(Source data Opens)

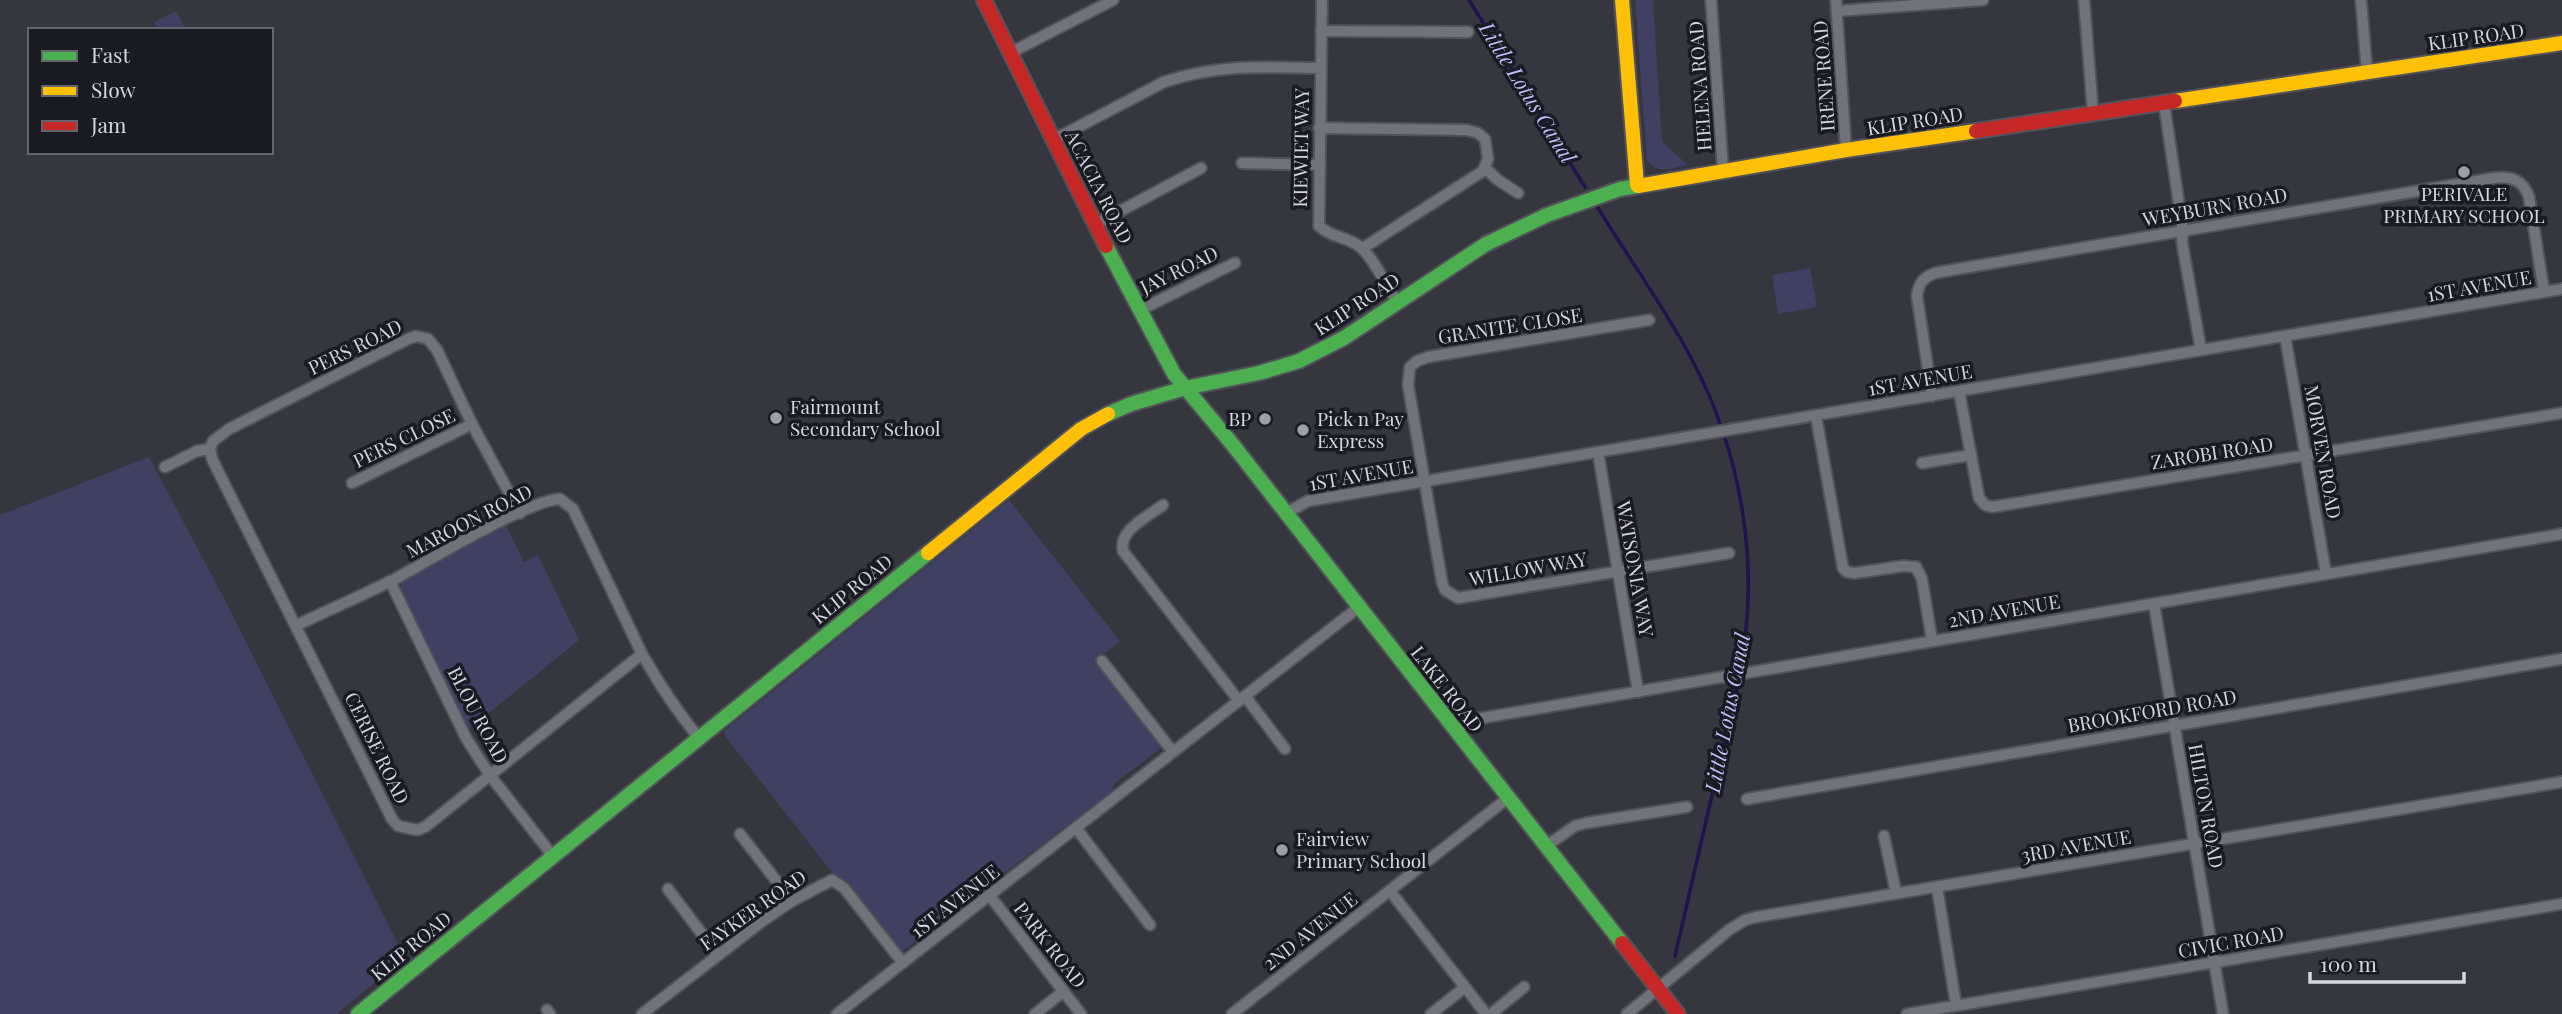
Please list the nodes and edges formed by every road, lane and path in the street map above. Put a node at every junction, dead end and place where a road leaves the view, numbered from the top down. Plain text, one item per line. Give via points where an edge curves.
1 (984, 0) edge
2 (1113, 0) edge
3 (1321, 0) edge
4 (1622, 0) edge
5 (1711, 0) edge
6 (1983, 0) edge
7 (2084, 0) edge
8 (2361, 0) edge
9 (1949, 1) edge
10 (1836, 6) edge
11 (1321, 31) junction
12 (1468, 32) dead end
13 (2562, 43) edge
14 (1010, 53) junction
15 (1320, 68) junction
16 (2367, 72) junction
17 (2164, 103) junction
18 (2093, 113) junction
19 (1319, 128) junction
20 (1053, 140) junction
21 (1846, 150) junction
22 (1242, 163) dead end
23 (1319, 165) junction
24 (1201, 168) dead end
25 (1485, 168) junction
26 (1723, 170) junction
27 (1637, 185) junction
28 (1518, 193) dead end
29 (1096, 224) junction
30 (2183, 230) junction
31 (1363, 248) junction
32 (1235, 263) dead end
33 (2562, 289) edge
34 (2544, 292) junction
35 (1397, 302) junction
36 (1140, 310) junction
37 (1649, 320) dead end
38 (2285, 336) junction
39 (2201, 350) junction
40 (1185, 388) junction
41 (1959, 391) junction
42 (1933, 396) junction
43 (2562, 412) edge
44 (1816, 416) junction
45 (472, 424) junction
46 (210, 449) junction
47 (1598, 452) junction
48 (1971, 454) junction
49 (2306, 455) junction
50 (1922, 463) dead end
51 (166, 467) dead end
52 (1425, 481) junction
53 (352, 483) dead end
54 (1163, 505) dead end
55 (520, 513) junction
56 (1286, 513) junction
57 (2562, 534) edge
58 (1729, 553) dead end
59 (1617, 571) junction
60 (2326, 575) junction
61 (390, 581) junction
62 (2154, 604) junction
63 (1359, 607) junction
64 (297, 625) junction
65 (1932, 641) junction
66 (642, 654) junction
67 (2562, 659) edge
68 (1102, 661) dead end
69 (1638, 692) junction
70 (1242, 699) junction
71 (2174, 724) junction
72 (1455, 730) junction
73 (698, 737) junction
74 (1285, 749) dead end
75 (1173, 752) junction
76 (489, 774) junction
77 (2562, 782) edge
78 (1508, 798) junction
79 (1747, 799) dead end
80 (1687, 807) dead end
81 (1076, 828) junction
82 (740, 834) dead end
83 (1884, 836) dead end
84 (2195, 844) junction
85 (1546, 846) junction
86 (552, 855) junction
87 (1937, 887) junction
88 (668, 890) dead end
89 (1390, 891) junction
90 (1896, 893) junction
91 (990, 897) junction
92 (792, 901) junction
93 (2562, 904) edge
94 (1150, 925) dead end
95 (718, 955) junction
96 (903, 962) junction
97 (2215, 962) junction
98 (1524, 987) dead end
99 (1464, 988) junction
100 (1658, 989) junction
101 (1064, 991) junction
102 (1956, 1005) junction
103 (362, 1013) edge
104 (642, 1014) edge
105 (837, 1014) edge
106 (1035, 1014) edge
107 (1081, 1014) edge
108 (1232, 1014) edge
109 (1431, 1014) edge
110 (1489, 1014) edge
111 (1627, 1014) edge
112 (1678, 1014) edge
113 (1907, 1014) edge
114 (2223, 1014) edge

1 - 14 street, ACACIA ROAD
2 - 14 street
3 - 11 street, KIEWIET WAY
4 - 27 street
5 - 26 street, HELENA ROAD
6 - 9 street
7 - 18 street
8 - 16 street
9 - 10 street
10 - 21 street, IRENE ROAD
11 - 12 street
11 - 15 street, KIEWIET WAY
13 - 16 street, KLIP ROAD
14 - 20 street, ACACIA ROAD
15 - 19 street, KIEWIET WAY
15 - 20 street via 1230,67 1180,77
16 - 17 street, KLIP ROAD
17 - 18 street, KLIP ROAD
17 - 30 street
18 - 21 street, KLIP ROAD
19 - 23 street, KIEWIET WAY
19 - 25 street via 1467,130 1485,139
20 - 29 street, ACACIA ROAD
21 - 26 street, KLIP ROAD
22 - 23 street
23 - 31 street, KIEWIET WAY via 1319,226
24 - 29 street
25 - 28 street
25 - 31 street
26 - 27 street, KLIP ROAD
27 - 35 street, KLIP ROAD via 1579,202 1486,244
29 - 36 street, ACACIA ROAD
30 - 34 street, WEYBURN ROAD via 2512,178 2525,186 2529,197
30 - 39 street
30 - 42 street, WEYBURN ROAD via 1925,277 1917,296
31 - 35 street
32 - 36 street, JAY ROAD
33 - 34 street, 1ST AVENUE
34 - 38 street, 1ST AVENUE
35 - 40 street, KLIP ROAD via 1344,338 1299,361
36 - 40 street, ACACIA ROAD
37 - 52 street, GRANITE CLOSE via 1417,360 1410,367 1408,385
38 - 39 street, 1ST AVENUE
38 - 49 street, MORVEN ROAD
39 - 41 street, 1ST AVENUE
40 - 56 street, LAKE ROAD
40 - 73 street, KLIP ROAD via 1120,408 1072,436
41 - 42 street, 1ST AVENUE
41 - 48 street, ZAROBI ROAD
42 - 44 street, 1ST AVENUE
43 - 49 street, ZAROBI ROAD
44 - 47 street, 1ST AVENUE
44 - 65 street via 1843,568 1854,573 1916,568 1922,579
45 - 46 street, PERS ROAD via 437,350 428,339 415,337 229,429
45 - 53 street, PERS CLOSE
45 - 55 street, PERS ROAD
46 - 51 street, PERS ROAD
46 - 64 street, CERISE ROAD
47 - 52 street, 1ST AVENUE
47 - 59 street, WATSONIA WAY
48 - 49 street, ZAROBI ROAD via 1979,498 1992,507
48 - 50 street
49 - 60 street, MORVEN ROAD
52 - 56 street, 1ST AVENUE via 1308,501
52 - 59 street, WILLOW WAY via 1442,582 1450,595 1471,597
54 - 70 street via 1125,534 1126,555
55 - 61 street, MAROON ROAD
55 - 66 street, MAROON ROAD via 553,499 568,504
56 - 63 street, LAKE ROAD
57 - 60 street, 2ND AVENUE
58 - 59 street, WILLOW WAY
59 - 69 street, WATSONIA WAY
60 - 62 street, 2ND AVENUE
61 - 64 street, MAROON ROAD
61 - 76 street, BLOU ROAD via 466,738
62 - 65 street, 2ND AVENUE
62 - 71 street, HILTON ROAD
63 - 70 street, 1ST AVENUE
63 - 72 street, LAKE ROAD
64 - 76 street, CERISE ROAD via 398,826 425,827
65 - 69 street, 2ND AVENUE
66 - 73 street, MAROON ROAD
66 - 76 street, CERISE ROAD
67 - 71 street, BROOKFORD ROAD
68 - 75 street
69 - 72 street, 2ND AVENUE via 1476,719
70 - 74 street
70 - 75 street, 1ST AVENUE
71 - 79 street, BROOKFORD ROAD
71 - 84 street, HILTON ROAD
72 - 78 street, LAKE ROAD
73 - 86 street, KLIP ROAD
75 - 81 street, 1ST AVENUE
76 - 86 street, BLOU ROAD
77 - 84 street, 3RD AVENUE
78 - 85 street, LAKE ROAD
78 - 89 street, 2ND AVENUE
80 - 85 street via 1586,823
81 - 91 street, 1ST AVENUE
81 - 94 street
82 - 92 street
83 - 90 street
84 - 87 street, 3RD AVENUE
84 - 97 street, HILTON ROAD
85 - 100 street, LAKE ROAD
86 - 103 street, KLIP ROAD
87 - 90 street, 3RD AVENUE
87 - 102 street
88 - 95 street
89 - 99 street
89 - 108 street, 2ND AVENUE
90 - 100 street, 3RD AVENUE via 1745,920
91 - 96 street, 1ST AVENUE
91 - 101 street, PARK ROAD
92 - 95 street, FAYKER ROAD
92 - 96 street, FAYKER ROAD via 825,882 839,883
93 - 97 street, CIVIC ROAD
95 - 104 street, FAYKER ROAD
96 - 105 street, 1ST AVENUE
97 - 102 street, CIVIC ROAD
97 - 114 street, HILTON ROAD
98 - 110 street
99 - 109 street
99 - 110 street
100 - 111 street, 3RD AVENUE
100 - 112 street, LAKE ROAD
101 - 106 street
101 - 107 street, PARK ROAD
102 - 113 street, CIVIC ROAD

(Source data Closes)

*Exercise*. Go through the entries above, and wherever a line holds the word "WEYBURN", copy that line.

*Answer box*.
30 - 34 street, WEYBURN ROAD via 2512,178 2525,186 2529,197
30 - 42 street, WEYBURN ROAD via 1925,277 1917,296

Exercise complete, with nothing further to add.